Actions

Work Header

Rating:
Archive Warning:
Category:
Fandom:
Relationship:
Characters:
Additional Tags:
Language:
English
Stats:
Published:
2019-01-15
Words:
1,974
Chapters:
1/1
Comments:
24
Kudos:
217
Bookmarks:
13
Hits:
1,229

Dear Me, From You

Summary:

Eric finds an old letter he wrote to his future self in 7th grade.

Notes:

Um thank you for being here I wrote this on a whim because of something the lovely Piehead said in a discord chat. Thank you for the idea I hope I did it justice.

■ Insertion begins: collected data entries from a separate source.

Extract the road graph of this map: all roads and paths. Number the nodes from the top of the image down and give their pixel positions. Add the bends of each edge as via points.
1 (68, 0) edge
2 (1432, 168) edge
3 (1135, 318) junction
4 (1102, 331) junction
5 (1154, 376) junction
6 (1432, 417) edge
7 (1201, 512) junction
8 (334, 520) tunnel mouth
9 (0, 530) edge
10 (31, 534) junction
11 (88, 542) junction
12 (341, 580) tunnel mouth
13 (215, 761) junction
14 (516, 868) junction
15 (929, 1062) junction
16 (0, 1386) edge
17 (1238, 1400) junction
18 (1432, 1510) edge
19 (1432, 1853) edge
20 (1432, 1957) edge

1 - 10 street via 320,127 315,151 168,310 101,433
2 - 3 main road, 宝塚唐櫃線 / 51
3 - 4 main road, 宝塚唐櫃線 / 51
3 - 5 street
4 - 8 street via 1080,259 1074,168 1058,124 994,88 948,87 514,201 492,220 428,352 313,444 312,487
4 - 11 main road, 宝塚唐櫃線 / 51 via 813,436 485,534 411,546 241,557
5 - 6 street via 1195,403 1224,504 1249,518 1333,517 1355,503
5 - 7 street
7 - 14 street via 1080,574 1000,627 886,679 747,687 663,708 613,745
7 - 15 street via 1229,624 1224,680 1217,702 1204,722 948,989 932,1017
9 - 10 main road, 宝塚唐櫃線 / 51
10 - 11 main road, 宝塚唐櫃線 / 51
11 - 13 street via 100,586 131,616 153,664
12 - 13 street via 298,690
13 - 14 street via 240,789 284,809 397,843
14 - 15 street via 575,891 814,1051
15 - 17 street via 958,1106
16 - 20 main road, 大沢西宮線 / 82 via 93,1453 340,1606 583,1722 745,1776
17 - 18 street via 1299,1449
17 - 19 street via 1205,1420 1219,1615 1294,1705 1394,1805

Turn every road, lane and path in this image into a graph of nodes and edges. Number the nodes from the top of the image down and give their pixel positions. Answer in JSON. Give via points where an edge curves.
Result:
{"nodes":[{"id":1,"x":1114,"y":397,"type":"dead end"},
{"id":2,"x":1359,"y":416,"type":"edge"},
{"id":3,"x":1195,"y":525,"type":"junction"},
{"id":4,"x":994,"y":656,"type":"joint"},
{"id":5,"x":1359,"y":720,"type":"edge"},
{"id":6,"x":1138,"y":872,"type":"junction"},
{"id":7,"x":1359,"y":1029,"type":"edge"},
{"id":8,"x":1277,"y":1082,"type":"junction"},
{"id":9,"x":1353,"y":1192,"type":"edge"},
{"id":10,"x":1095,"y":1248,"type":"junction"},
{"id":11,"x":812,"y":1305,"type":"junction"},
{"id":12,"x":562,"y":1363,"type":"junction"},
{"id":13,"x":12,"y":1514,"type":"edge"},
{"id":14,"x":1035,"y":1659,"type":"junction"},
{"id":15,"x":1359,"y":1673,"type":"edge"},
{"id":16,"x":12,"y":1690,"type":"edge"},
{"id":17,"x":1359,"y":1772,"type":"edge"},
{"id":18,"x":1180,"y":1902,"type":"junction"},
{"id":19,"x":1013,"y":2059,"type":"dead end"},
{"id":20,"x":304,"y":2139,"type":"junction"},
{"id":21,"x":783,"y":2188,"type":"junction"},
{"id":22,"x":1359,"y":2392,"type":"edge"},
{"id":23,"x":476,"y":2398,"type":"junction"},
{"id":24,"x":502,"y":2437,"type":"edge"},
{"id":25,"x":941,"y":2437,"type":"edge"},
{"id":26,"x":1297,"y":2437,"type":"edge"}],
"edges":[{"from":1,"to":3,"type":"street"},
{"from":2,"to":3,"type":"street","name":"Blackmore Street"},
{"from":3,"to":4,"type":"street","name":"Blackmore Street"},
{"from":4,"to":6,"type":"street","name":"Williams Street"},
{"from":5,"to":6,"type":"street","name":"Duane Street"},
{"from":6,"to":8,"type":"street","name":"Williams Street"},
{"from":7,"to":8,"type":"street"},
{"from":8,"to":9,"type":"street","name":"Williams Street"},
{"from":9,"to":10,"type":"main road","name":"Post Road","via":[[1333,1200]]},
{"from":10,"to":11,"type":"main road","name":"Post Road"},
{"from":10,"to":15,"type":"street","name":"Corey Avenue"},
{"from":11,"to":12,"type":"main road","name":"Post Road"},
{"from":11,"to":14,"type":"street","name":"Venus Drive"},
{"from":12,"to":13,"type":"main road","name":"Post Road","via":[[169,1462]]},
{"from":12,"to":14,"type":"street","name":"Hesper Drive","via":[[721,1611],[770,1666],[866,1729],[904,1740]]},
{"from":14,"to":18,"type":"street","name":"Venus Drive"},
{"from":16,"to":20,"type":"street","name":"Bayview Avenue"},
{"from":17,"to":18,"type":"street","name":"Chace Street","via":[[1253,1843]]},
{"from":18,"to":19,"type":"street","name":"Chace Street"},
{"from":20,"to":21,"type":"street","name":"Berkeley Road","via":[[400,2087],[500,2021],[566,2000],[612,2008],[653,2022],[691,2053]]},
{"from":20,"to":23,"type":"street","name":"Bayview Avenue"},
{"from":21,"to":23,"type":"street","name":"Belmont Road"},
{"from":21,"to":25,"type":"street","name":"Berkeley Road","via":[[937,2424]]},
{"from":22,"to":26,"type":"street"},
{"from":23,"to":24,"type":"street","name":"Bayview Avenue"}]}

but also not beta'd because life's too short too worry abt minor grammar mistakes

(See the end of the work for more notes.)

Work Text:

It falls onto the floor when Bitty is moving a box from a large pile to an even larger pile. He didn’t even notice it at first, it took stepping on it to even realize that something had fallen out of place. Lifting his foot and hoping to God he didn’t step on something important, Bitty recognized the blue envelope almost immediately.

“My,” Bitty said as he bent to pick it up, he turned the envelope over in his hands and recognized his messy scrawl from a 7th grader, “it has been a while, hasn’t it?”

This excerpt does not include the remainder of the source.